**Task prompt:** Transcribe the records below. Leave nothing out and change nothing.

**Collected data:**
•••

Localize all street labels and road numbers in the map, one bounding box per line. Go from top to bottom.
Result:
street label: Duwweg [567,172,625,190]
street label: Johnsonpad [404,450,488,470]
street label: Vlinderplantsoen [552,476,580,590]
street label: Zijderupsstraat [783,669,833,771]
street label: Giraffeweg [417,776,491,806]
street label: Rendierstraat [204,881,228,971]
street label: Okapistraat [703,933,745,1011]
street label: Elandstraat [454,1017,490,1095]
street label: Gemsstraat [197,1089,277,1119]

•••

**Task answer:**
Localize all street labels and road numbers in the map, one bounding box per line. Go from top to bottom.
Result:
street label: Duwweg [567,172,625,190]
street label: Johnsonpad [404,450,488,470]
street label: Vlinderplantsoen [552,476,580,590]
street label: Zijderupsstraat [783,669,833,771]
street label: Giraffeweg [417,776,491,806]
street label: Rendierstraat [204,881,228,971]
street label: Okapistraat [703,933,745,1011]
street label: Elandstraat [454,1017,490,1095]
street label: Gemsstraat [197,1089,277,1119]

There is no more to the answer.